Past weapons production activities have resulted in mass quantities of trans-uranic
waste being buried in drums at several sites in the United States. In an effort to
relocate these waste drums to more permanent storage sites, Fluor Hanford has
begun characterizing their contents to ensure compliance with various shipping and
storage requirements. Non-destructive analysis techniques are regularly employed,
among them passive radiation detection using a Canberra Gamma-Energy-Analyzer
germanium detector vault. Necessary strict legal tolerances require strong quality
assurance. The detectors are frequently calibrated in the traditional method with
check sources, but it would be advantageous to have an estimate of system
minimum detectable activity (MDA). However, any estimate is complicated by the
fact that sources are distributed stochastically in the waste drums.
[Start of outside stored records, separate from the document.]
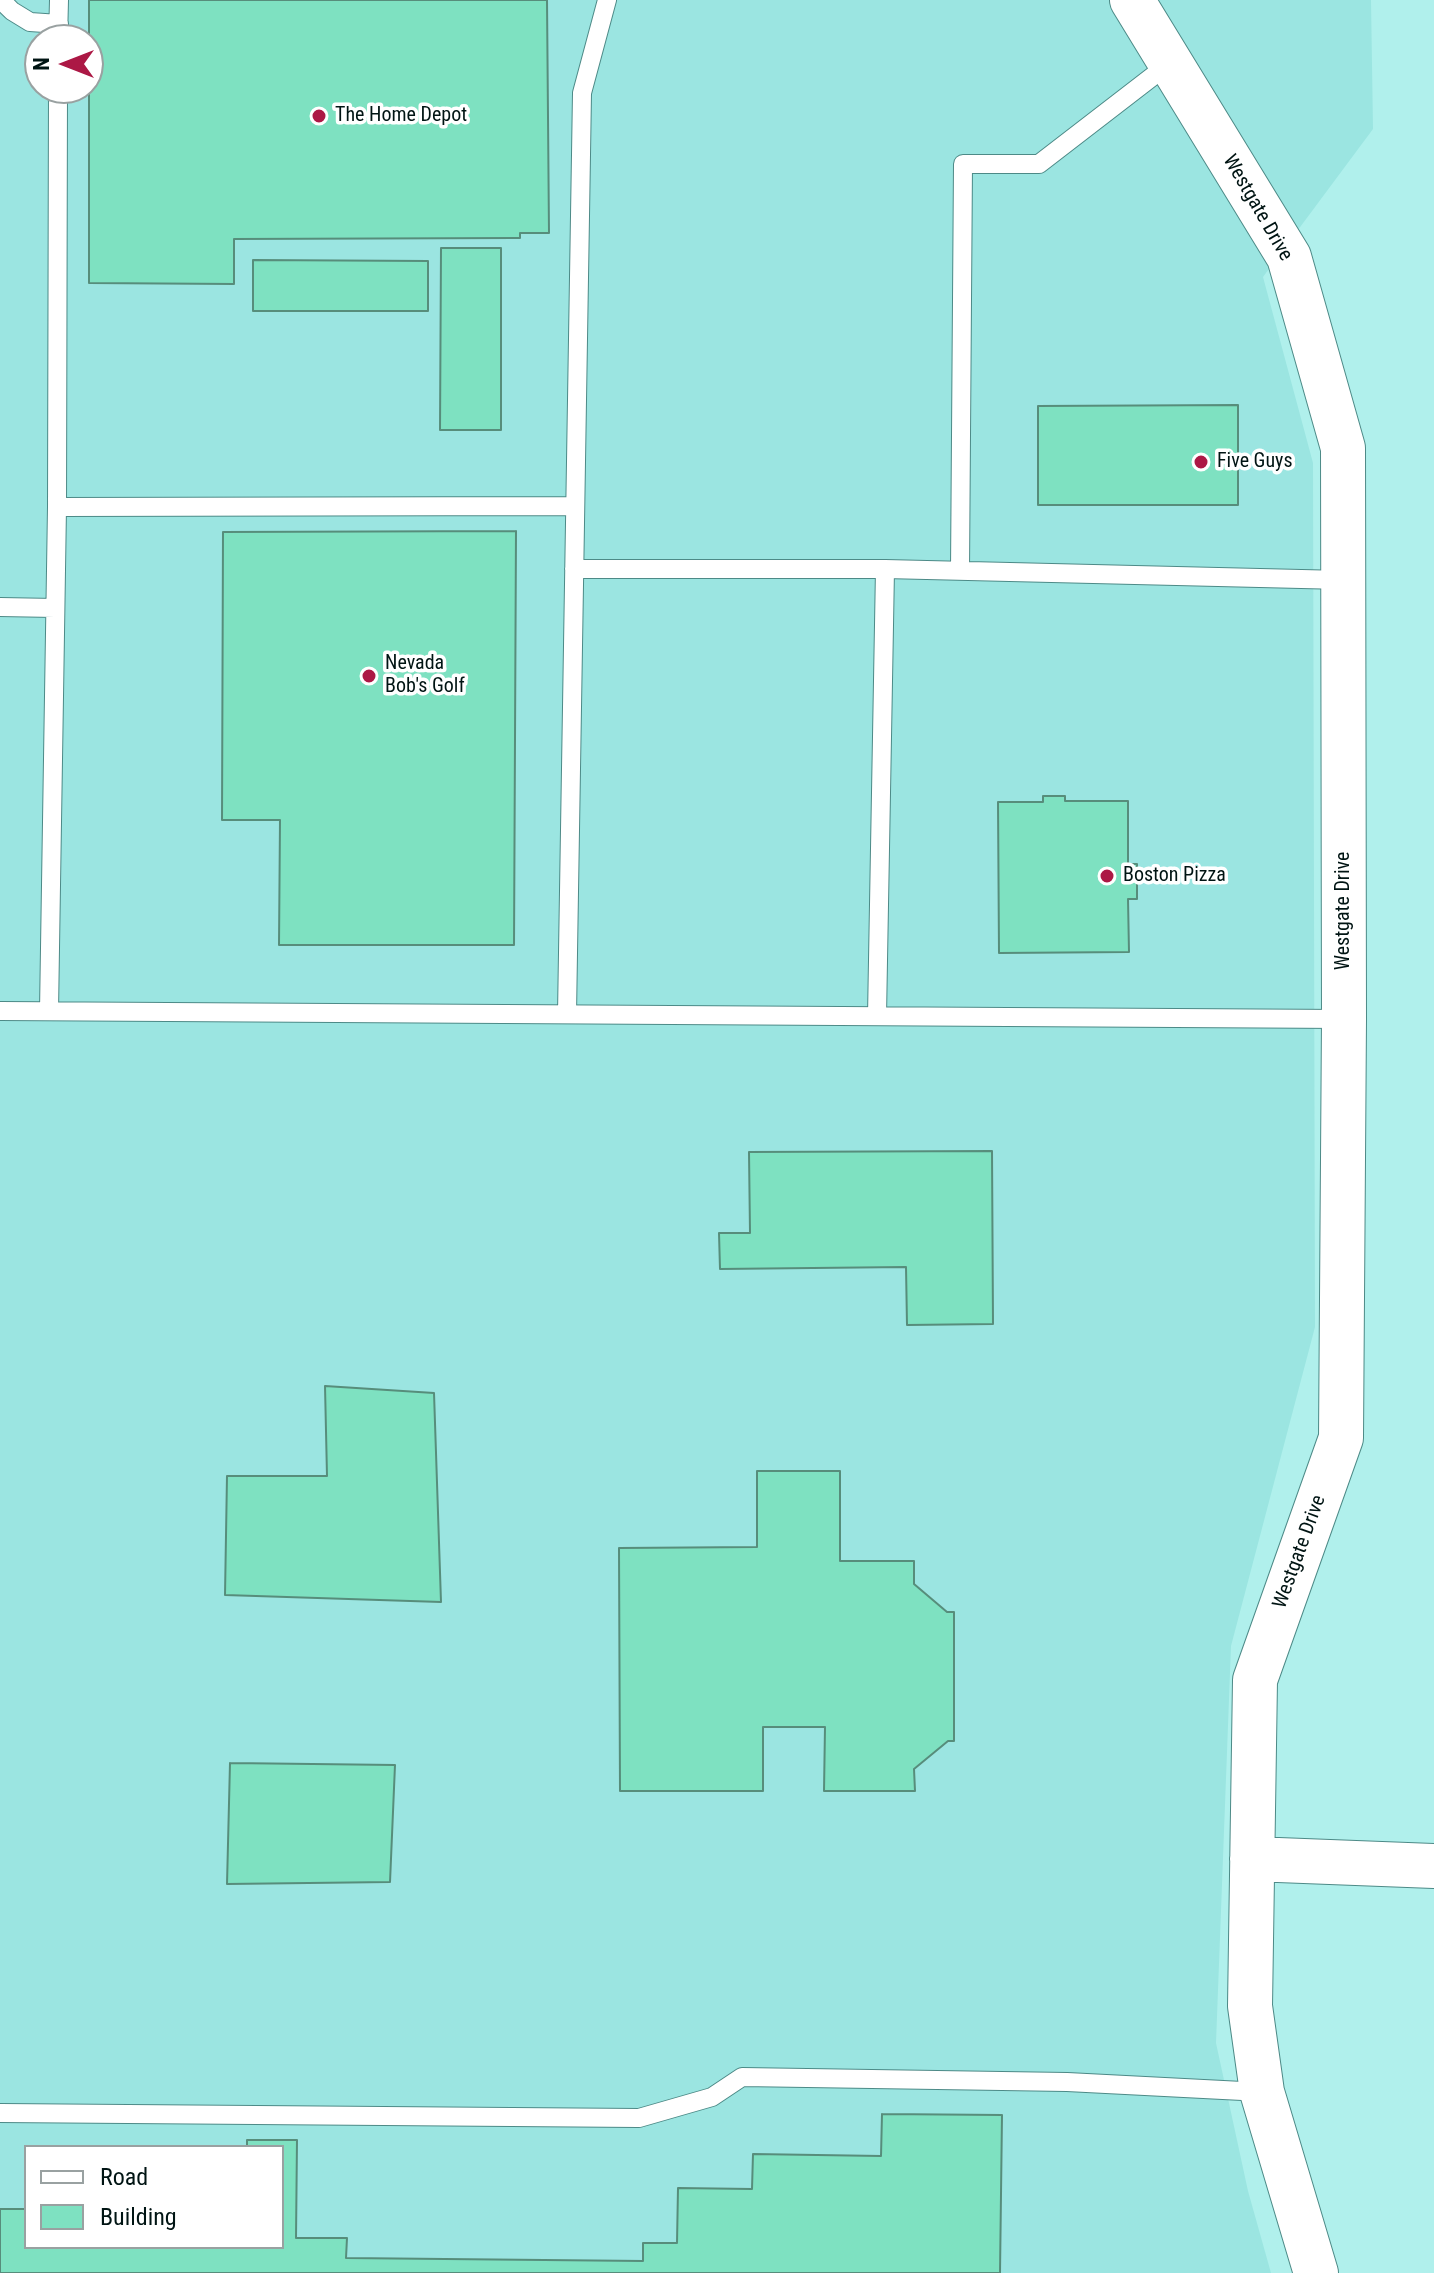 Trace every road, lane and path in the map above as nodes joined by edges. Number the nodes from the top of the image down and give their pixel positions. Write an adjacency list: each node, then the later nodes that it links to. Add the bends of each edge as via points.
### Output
1 (1, 0): 5 (lane)
2 (59, 0): 6 (lane)
3 (607, 0): 9 (lane, via 582,93)
4 (1132, 0): 7 (street, Westgate Drive)
5 (36, 24)
6 (58, 24)
7 (1170, 63): 13 (lane, via 1039,164 963,164); 14 (street, Westgate Drive, via 1289,257 1343,448)
8 (58, 104): 10 (lane)
9 (575, 506): 10 (lane); 11 (lane)
10 (57, 507): 16 (lane)
11 (574, 569): 12 (lane); 19 (lane)
12 (885, 569): 13 (lane); 20 (lane)
13 (960, 571): 14 (lane)
14 (1344, 580): 21 (street, Westgate Drive)
15 (0, 607): 16 (lane)
16 (55, 608): 18 (lane)
17 (0, 1011): 18 (lane)
18 (49, 1011): 19 (lane)
19 (567, 1014): 20 (lane)
20 (877, 1016): 21 (lane)
21 (1344, 1019): 22 (street, Westgate Drive, via 1341,1438 1255,1680)
22 (1252, 1859): 23 (street); 24 (street, Westgate Drive, via 1250,2006)
23 (1434, 1866)
24 (1262, 2092): 25 (lane, via 1067,2082 742,2077 712,2097 639,2118); 26 (street, Westgate Drive)
25 (0, 2113)
26 (1316, 2273) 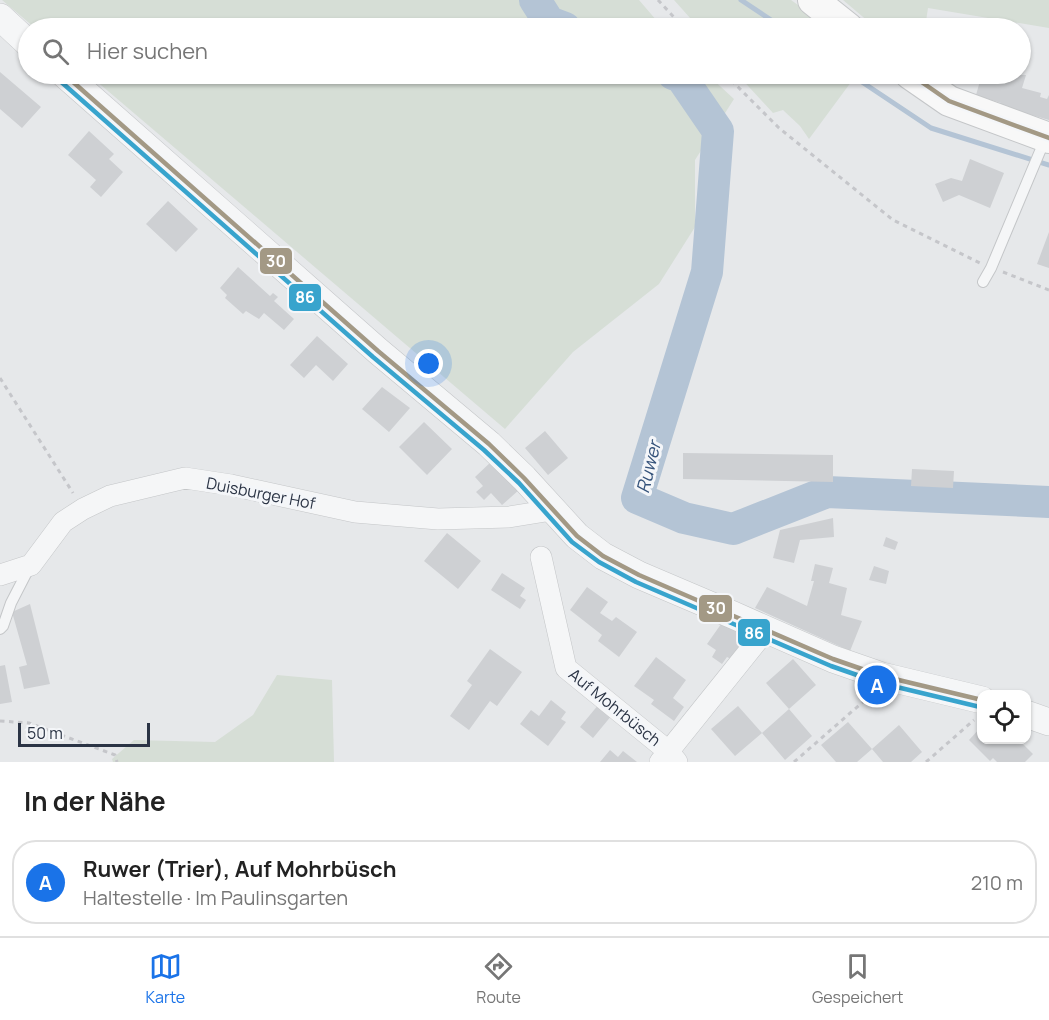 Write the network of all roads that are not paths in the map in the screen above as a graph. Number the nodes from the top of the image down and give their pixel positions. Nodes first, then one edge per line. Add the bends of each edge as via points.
1 (813, 0) edge
2 (0, 17) edge
3 (836, 18) edge
4 (18, 34) edge
5 (74, 84) edge
6 (924, 84) edge
7 (1045, 144) edge
8 (983, 282) dead end
9 (552, 510) junction
10 (541, 557) dead end
11 (31, 565) junction
12 (0, 575) edge
13 (0, 629) edge
14 (766, 630) junction
15 (976, 711) edge
16 (1031, 716) edge
17 (1049, 722) edge
18 (668, 758) edge

1 - 3 main road
2 - 4 street
5 - 9 street via 489,444
6 - 7 main road via 949,101
7 - 8 lane
9 - 11 street, Duisburger Hof via 509,517 438,519 367,513 185,478 110,496 83,509 63,522
9 - 14 street via 577,536 621,567
10 - 18 street, Auf Mohrbüsch via 566,668
11 - 12 street
11 - 13 lane
14 - 15 street
14 - 18 street, Auf Mohrbüsch
16 - 17 street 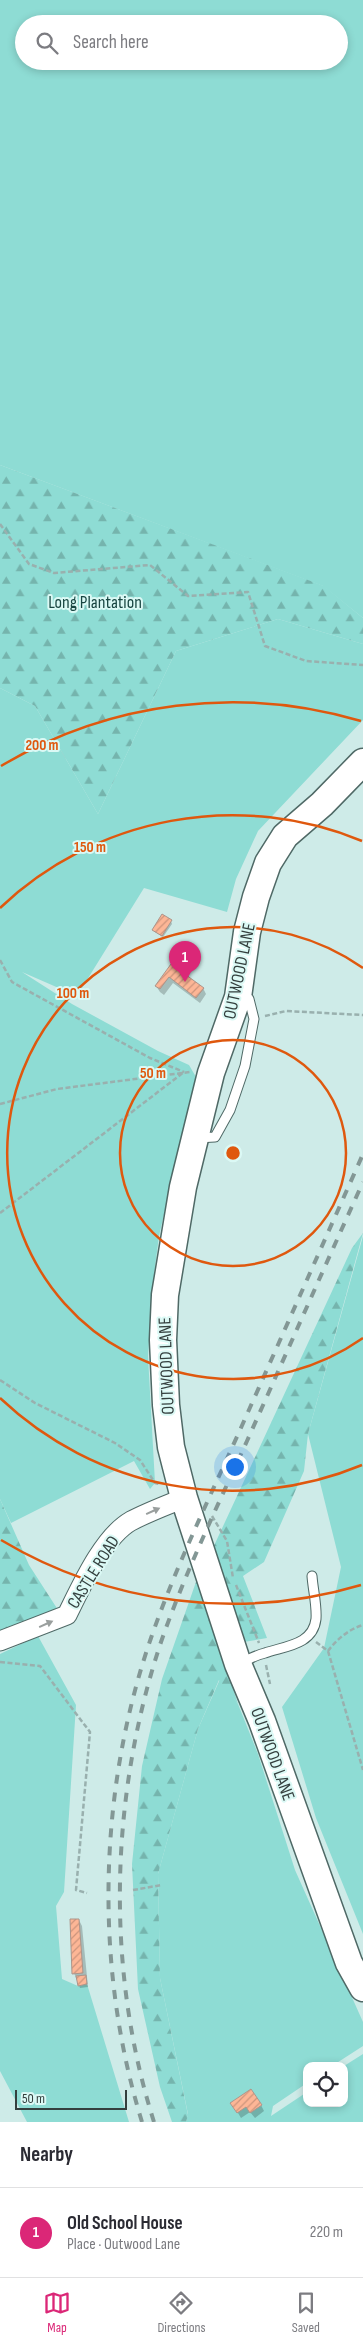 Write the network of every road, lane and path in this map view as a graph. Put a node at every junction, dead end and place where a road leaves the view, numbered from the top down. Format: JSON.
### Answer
{"nodes":[{"id":1,"x":0,"y":524,"type":"edge"},
{"id":2,"x":363,"y":666,"type":"edge"},
{"id":3,"x":363,"y":762,"type":"edge"},
{"id":4,"x":0,"y":960,"type":"edge"},
{"id":5,"x":238,"y":997,"type":"junction"},
{"id":6,"x":363,"y":1015,"type":"edge"},
{"id":7,"x":254,"y":1019,"type":"junction"},
{"id":8,"x":184,"y":1072,"type":"junction"},
{"id":9,"x":0,"y":1104,"type":"edge"},
{"id":10,"x":196,"y":1138,"type":"junction"},
{"id":11,"x":0,"y":1213,"type":"edge"},
{"id":12,"x":0,"y":1380,"type":"edge"},
{"id":13,"x":182,"y":1492,"type":"junction"},
{"id":14,"x":312,"y":1576,"type":"dead end"},
{"id":15,"x":363,"y":1625,"type":"edge"},
{"id":16,"x":309,"y":1637,"type":"junction"},
{"id":17,"x":0,"y":1641,"type":"edge"},
{"id":18,"x":328,"y":1651,"type":"junction"},
{"id":19,"x":0,"y":1662,"type":"edge"},
{"id":20,"x":238,"y":1664,"type":"junction"},
{"id":21,"x":363,"y":1770,"type":"edge"},
{"id":22,"x":162,"y":1885,"type":"dead end"},
{"id":23,"x":133,"y":1890,"type":"dead end"},
{"id":24,"x":87,"y":1893,"type":"dead end"},
{"id":25,"x":363,"y":1988,"type":"edge"}],
"edges":[{"from":1,"to":2,"type":"path"},
{"from":3,"to":5,"type":"main road","name":"OUTWOOD LANE"},
{"from":4,"to":8,"type":"path"},
{"from":5,"to":7,"type":"lane"},
{"from":5,"to":10,"type":"main road","name":"OUTWOOD LANE"},
{"from":6,"to":7,"type":"path"},
{"from":7,"to":10,"type":"lane"},
{"from":8,"to":9,"type":"path"},
{"from":8,"to":11,"type":"path"},
{"from":10,"to":13,"type":"main road","name":"OUTWOOD LANE"},
{"from":12,"to":13,"type":"path"},
{"from":17,"to":13,"type":"street","name":"CASTLE ROAD","one_way":true},
{"from":13,"to":20,"type":"main road","name":"OUTWOOD LANE"},
{"from":14,"to":16,"type":"lane"},
{"from":15,"to":18,"type":"path"},
{"from":16,"to":18,"type":"path"},
{"from":16,"to":20,"type":"lane"},
{"from":18,"to":21,"type":"path"},
{"from":19,"to":24,"type":"path"},
{"from":20,"to":25,"type":"main road","name":"OUTWOOD LANE"},
{"from":22,"to":23,"type":"path"}]}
In this study, a method was developed to predict system detector efficiency for a
variety of detector configurations and drum fill materials and calculate MDA based
on these efficiencies. The various system designs were modeled in Monte Carlo
N-Particle Code, version 4b, to determine photopeak detection efficiency. An
external code written in C programming language was used to randomly assign
between one and 20 sources to volumetric regions of the waste drum. Twenty
simulations were performed for each design and drum fill material combination,
each time redefining the stochastically distributed source. This provided a
normally distributed spectrum of 20 efficiencies for each situation. From this,
mean and lower 95% confidence limit efficiencies were used to calculate MDA.
The patterns among the results were then compared with values predicted by the
MDA formula. Finally, an examination was made of the impact on the MDA of the
system's true design in the case of single or multiple detector failure.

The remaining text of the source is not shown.